(Beginning of Records shown)
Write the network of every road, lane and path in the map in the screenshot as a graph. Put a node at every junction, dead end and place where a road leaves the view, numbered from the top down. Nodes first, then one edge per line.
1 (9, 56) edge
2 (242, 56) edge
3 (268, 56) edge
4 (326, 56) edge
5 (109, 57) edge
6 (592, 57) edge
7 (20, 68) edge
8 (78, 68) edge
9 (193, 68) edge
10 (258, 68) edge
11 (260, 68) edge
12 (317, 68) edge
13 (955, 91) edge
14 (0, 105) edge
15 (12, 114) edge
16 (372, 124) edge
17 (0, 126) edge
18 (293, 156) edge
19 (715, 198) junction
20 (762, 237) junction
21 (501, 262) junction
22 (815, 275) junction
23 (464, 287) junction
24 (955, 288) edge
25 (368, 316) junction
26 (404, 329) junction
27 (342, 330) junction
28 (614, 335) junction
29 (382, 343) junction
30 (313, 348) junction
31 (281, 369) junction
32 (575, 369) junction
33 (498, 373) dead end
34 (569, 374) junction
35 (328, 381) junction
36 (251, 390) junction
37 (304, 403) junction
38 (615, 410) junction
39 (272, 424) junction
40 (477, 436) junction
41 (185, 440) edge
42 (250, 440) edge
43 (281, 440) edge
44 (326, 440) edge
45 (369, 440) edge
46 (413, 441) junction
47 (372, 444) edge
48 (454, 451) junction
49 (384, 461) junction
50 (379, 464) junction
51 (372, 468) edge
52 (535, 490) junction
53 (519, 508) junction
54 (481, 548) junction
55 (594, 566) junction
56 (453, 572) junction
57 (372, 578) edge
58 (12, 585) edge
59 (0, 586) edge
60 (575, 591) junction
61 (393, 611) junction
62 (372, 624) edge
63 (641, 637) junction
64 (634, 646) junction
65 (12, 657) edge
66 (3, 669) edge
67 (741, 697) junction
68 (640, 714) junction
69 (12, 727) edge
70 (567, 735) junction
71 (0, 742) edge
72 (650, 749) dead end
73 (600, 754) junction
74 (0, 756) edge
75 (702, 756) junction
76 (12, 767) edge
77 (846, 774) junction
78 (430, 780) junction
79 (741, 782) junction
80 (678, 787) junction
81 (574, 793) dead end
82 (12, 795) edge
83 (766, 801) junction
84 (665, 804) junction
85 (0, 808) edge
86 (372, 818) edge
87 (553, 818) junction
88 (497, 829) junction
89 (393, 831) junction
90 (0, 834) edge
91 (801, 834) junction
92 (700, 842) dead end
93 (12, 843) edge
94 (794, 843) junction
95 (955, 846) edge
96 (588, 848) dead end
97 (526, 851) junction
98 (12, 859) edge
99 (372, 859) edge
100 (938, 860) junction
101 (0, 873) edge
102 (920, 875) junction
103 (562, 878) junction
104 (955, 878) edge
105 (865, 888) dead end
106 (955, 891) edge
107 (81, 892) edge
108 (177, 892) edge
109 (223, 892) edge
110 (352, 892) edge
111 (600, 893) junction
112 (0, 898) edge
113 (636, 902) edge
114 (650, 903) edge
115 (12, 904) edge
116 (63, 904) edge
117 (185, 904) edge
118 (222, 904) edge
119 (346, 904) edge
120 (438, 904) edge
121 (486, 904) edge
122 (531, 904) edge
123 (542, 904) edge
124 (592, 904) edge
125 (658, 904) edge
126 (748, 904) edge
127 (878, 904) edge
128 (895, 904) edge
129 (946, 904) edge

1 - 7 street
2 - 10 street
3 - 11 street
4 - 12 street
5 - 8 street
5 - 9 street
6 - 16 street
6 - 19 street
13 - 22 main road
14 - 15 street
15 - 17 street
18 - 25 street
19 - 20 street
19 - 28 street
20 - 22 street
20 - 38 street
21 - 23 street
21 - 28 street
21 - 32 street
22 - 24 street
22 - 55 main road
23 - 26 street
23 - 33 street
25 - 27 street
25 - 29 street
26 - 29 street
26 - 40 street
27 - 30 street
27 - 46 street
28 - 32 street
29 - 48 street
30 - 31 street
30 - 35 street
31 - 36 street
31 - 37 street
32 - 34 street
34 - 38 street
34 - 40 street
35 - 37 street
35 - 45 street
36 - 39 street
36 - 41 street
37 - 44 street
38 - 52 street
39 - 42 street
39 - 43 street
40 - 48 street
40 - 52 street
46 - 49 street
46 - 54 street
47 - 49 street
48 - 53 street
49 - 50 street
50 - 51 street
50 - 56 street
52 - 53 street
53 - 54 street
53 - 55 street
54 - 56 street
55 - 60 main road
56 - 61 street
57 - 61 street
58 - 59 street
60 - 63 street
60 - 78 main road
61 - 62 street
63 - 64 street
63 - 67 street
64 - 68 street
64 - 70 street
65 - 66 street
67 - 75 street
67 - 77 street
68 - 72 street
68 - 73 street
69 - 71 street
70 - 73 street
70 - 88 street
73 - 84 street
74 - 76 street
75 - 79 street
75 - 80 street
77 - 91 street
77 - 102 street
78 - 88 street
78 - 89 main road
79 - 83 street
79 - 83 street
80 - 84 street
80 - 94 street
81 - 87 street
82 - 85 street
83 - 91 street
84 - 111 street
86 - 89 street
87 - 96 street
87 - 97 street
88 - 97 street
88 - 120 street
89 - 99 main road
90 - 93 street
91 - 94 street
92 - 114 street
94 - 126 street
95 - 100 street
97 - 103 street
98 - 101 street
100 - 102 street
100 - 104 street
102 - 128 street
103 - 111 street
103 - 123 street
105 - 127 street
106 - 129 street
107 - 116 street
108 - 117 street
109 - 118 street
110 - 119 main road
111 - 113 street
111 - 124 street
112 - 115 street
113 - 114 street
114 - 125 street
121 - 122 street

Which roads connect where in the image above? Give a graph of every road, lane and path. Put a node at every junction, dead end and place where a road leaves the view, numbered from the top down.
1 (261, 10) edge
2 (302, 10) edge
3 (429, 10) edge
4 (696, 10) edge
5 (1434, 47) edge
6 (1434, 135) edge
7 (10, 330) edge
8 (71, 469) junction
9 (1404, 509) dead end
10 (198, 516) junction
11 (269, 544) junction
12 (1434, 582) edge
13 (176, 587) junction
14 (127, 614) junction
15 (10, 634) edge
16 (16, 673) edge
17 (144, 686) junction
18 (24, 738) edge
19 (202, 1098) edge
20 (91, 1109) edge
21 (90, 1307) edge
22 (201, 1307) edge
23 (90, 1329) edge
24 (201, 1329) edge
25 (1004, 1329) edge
(End of Records shown)
Your instructions: Each line in the data that holds the string "from" must be returned.

Completed exercise:
Write the network of every road, lane and path in the map in the screenshot as a graph. Put a node at every junction, dead end and place where a road leaves the view, numbered from the top down. Nodes first, then one edge per line.
Which roads connect where in the image above? Give a graph of every road, lane and path. Put a node at every junction, dead end and place where a road leaves the view, numbered from the top down.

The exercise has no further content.